A elite mudou apenas de geração. Era Roberto Marinho na Globo, e
agora são seus três filhos. Era Octavio Frias, e agora é Otávio Frias.
Mudou a geração, mas não a sofreguidão no combate pelas vantagens.
O PT não transformou o Brasil numa Dinamarca em dez anos. Não ficou
perto disso, sequer. Mas com sua chegada ao Planalto os brasileiros
puderam ver com clareza quem empurra o país na direção da Dinamália, e
com quais motivações.
Tanques no Golpe de 1º de abril de 64 |
Do ponto de vista psicológico, o poder de alguma forma deslumbrou
alguns petistas ilustres. Não foram todos os que resistiram aos vinhos
de alguns milhares de reais e à possibilidade de enriquecimento rápido.
Palocci é apenas um caso. A frugalidade de Pepe Mujica, o presidente do
Uruguai, ou mesmo a de Chávez, pode ser inspiradora para o futuro do
partido.
Um certo deslumbramento, sim. Mas não um espírito “conspiratório”,
como afirmou a Folha num editorial sobre os 10 anos do PT no poder.
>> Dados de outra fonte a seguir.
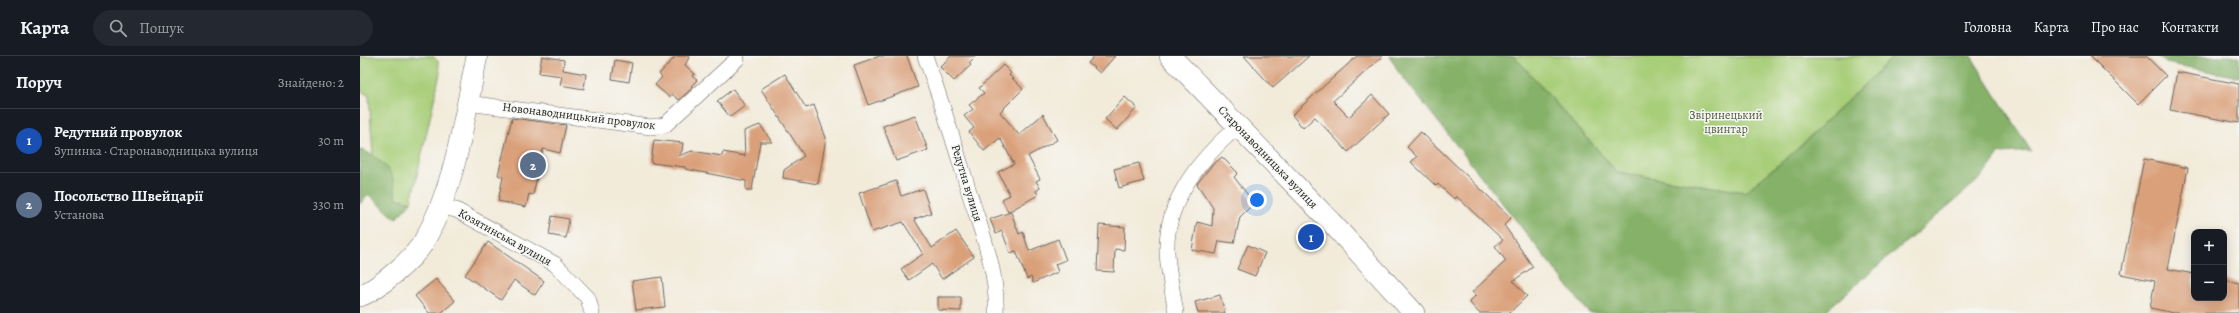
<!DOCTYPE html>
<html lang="uk">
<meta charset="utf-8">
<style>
body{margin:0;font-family:Alegreya,serif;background:#242831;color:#f1f3f6}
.controls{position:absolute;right:12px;bottom:12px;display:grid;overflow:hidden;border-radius:8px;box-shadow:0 2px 10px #0003}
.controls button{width:36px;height:36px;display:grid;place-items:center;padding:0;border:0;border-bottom:1px solid #363941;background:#171b24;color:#f1f3f6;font:20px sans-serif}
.you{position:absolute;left:897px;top:144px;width:14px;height:14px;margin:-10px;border:3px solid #fff;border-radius:50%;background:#1a73e8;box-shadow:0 0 0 6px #1a73e833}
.badge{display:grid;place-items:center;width:26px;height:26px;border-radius:50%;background:#1f6fb2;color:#fff;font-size:13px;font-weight:700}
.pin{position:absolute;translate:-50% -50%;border:2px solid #fff;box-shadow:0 1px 4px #0006}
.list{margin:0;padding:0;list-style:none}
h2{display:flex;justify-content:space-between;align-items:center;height:52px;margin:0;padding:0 16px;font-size:17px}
h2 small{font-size:13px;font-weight:400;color:#9ea1a6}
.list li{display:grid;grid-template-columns:26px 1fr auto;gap:12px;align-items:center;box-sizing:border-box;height:64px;padding:0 16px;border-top:1px solid #363941}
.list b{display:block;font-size:15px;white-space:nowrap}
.list p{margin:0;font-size:13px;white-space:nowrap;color:#9ea1a6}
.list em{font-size:13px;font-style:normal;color:#9ea1a6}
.icon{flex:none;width:22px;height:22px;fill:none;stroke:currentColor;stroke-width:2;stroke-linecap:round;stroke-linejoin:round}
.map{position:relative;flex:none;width:1879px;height:257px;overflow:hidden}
header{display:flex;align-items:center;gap:24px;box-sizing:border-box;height:56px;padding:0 20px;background:#171b24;border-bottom:1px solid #363941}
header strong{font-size:19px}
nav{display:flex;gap:22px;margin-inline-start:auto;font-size:14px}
.search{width:280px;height:36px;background:#242831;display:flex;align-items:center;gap:10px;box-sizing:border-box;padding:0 14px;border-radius:22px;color:#9ea1a6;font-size:15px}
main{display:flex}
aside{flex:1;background:#171b24}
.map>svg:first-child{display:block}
.green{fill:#a7ce78;stroke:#62754a}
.forest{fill:#85b168;stroke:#506642}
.building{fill:#daa07a}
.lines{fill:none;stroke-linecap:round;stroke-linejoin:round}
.street-casing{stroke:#67645e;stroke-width:16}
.secondary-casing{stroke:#67645e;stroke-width:22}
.street{stroke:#fff;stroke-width:15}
.secondary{stroke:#fff;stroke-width:21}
.labels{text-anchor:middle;stroke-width:3;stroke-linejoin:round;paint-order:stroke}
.park-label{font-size:12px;fill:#4d5a3c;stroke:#f6f6f2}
.street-label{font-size:12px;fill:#1c1c1c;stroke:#f6f6f2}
</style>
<header>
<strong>Карта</strong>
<div class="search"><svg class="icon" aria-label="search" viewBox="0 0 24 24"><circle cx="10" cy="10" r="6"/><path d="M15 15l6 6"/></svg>Пошук</div>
<nav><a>Головна</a><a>Карта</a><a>Про нас</a><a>Контакти</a></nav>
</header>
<main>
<aside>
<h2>Поруч<small>Знайдено: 2</small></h2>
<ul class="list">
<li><span class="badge" style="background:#1a4fb4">1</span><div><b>Редутний провулок</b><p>Зупинка · Старонаводницька вулиця</p></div><em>30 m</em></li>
<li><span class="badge" style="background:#5c6f8a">2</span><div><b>Посольство Швейцарії</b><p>Установа</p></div><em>330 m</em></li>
</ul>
</aside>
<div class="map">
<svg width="1879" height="257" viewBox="0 0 1879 257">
<rect width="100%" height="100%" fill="#f6f6f2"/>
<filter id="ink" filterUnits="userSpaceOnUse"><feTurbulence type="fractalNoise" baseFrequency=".025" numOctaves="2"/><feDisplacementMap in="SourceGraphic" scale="8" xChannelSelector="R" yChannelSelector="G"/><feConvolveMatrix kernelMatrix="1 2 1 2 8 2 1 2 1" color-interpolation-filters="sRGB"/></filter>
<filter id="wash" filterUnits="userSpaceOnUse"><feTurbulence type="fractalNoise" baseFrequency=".012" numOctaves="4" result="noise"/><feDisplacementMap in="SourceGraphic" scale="16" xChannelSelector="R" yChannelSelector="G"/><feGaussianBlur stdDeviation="0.9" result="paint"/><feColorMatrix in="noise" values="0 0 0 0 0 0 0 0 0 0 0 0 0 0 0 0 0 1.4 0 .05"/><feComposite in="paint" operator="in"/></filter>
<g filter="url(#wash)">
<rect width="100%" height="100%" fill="#f2ebda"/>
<path class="green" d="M0 0H73L78 5 80 17 51 146 36 142 31 118 13 100 9 40 0 34Z
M1154 0H1534L1434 96 1385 136 1257 116Z"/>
<path class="forest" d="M1030 0H1154L1257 116 1385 136 1434 96 1534 0H1611L1671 95 1640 97 1623 120 1463 257H1350L1348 255 1343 257H1229L1038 15Z
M1798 0H1879V21L1806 7Z
M0 94C10 95 28 110 32 120 34 127 35 135 36 142L51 146 36 163 8 138 0 148Z"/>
<g id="blocks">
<path class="building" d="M182 0 204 4 203 14 226 18 224 33 200 29 202 20 179 17Z
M316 0H330L325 9 335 18 332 20 337 24 331 30 333 31 319 44 312 38 309 41 295 29 302 21 299 18Z
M520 0H547L558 31 508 49 494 9Z
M591 0H616L609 7 611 9 594 25 580 11Z
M734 0H755L740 17 728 7Z
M884 0H949L913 32Z
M997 0H1023L973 45 989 61 1012 39 1029 58 988 96 955 61 943 72 932 59Z
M1730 0H1786L1806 20 1778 48Z
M255 4 272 7 269 26 252 23Z
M643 9 651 17 649 19 663 33 640 56 659 79 683 58 697 84 668 100 680 123 676 125 680 132 676 135 678 139 648 156 642 143 650 139 638 116 654 108 640 82 624 95 609 76 614 72 604 60 613 53 609 49 624 37 619 32Z
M1817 16 1879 28V67L1810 54Z
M425 18 446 52 454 49 466 82 458 128 423 122 424 114 444 100 401 33Z
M373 33 385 50 370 61 357 45Z
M765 41 777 52 757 74 745 63Z
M555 59 568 94 536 105 523 70Z
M152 62 206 69 200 97 183 93 173 139 169 138 166 151 138 145 143 121 138 119Z
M400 69 412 86H400L392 134H386V125L325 113V111L291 107 294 84 323 87 322 95 318 100 332 95 362 100 363 96 385 100 384 75Z
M1061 76 1151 162 1144 169 1173 211 1153 225 1167 240 1149 257H1119L1109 246 1116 239 1112 236 1146 205 1135 190 1143 184 1096 140 1094 143 1078 128 1076 130 1051 106 1057 101 1047 91Z
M862 101 878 117 874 121 894 147 880 161 874 187 859 185 856 198 832 194 837 166 852 170 853 152 837 128 851 110Z
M1784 103 1828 112 1808 213 1834 218V242H1864V224L1879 227V257H1814L1790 252 1795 225 1761 218Z
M779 107 784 125 759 132 754 113Z
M536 125 541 140 563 133 571 157 554 163 572 192 596 175 614 201 582 223 572 208 549 224 541 213 563 198 543 166 512 176 499 137Z
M651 156 659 178 663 176 669 195 698 183 706 204 695 208 698 216 673 227 671 221 667 223 656 195 650 197 642 175 636 178 630 163Z
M192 160 209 163 206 182 189 179Z
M739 169 765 171 764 194 755 193 754 216 737 215Z
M128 186 184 225 175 239 154 224 141 244 105 219Z
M888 189 905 197 895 220 877 213Z
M302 221 305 251 276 254 272 225Z
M76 223 95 245 81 257H69L55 240Z
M860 239 865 257H838L835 246Z
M578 241H601V255L578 254Z"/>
</g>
</g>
<g filter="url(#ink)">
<use href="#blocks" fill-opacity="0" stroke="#67645e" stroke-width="1"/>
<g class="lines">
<defs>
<path id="street" d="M565 0C582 46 596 92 610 139 622 177 638 217 636 257
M107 47 291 71 305 69 377 3
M80 151 96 154 195 208 228 242 232 257
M816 257C813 237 808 216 807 196 805 144 841 102 878 70"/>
<path id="secondary" d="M810 0 970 165 1054 257
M0 240C18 233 55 202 64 185 96 130 104 61 117 0"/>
</defs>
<use href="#street" class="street-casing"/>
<use href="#secondary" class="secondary-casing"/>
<use href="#street" class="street"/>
<use href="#secondary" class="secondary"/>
</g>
</g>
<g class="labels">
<g class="park-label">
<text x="1366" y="63">Звіринецький<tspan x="1366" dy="14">цвинтар</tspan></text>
</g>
<g class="street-label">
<text transform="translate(219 60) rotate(7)" y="4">Новонаводницький провулок</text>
<text transform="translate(908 101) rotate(46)" y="4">Старонаводницька вулиця</text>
<text transform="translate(607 127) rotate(73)" y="4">Редутна вулиця</text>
<text transform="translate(145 181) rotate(29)" y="4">Козятинська вулиця</text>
</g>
</g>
</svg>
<div class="controls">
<button>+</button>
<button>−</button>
</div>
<div class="you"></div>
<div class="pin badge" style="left:951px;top:181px;background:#1a4fb4">1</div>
<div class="pin badge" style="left:173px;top:109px;background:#5c6f8a">2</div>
</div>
</main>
É só olhar para o passado da própria Folha para ver se existem razões ou não para que se temam conspirações.
No auge da ditadura militar, peruas da Folha foram cedidas por Frias à
polícia política de São Paulo para perseguir, prender e por vezes matar
“subversivos”.
As circunstâncias, hoje, não favorecem o 1% como em 1964. Não existem
generais à mão, depois da calamidade que foi a gestão militar. A CIA
tem tarefas dificílimas no Oriente Médio para se ocupar da América
Latina, onde foi mestra em desestabilizações de governos democráticos.
A arma que sobrou ao 1% é o berro da mídia, tão estridente hoje
quanto em 1964. Não é pouca coisa, mas não é o suficiente para derrubar
governos.
O PT talvez não tenha se dado conta disso. Muitas vezes, nestes dez
anos, mostrou um grau paranoico de intimidação perante o 1%, e isso
retarda consideravelmente a caminhada rumo a uma sociedade menos
desigual.
Se fosse um estudante, o PT passaria longe da nota máxima por seu
desempenho nestes dez anos. Mas, mesmo não tendo sido brilhante, foi
melhor que seus antecessores e estabeleceu um novo padrão em ações
sociais – e é por isso que tem sido vitorioso nas urnas.